Poverty: ‘5 billion people are now poorer; the wealth of the 5 richest has doubled since 2020’
Virendra Pandit
New Delhi: The COVID-19 pandemic may have been a blessing in disguise for some and an existential crisis for many.
For, the fortunes of the world’s five richest men have more than doubled since 2020, and nearly five billion people have already turned poorer in this “decade of division,” according to the annual Oxfam report on inequality, released on the first day of the World Economic Forum (WEF) Annual Meeting at Davos, Switzerland, the media reported on Monday.
It said the world could have its first-ever trillionaire in just a decade while it would take more than two centuries to end poverty.
Oxfam, a British-funded rights group and confederation of 21 independent charitable organizations focusing on the alleviation of global poverty, founded in 1942 and led by Oxfam International, said seven of 10 of the world’s biggest corporations have a billionaire as a CEO, or principal shareholder.

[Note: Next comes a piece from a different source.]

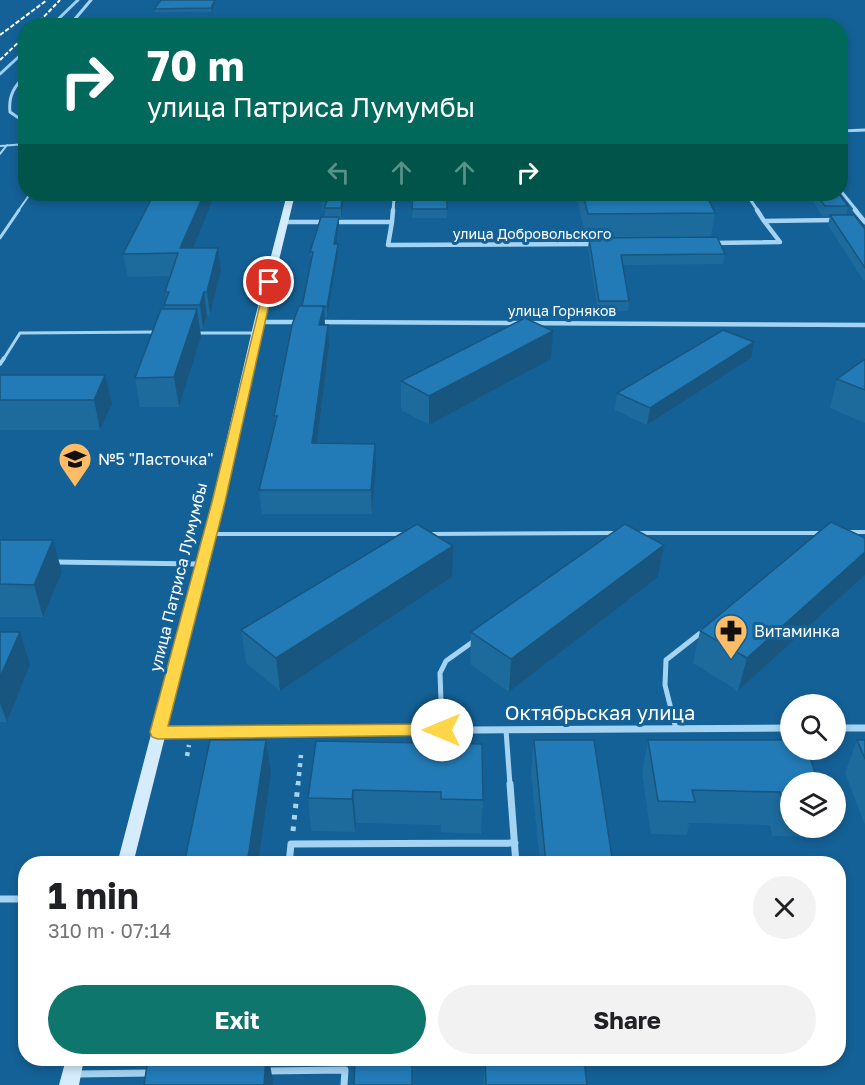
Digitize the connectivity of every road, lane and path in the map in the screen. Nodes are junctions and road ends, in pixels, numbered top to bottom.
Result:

It said that 148 top corporations made USD 1.8 trillion in profits, 52 percent up on the three-year average, and paid huge payouts to rich shareholders, while hundreds of millions faced cuts in real-term pay.
Oxfam called for a new era of public action, including public services, corporate regulation, breaking up monopolies and enacting permanent wealth and excess profit taxes.
The world’s five richest men have more than doubled their fortunes from USD 405 billion to USD 869 billion since 2020 “at a rate of USD 14 million per hour,” while nearly five billion people have already been made poorer in this “decade of division,” said the Oxfam report on inequality and global corporate power.
“If current trends continue, the world will have its first trillionaire within a decade but poverty won’t be eradicated for another 229 years,” it said.
Titled Inequality Inc., the report said seven of ten of the world’s biggest corporations are worth USD 10.2 trillion, equivalent to more than the combined GDPs of all countries in Africa and Latin America.
“We are witnessing the beginnings of a decade of division, with billions of people shouldering the economic shockwaves of the pandemic, inflation, and war, while billionaires’ fortunes boom.
“This inequality is no accident; the billionaire class is ensuring corporations deliver more wealth to them at the expense of everyone else,” Oxfam International interim Executive Director Amitabh Behar said.
Despite representing just 21 percent of the global population, rich countries in the Global North own 69 percent of global wealth and are home to 74 percent of the world’s billionaire wealth, Oxfam said.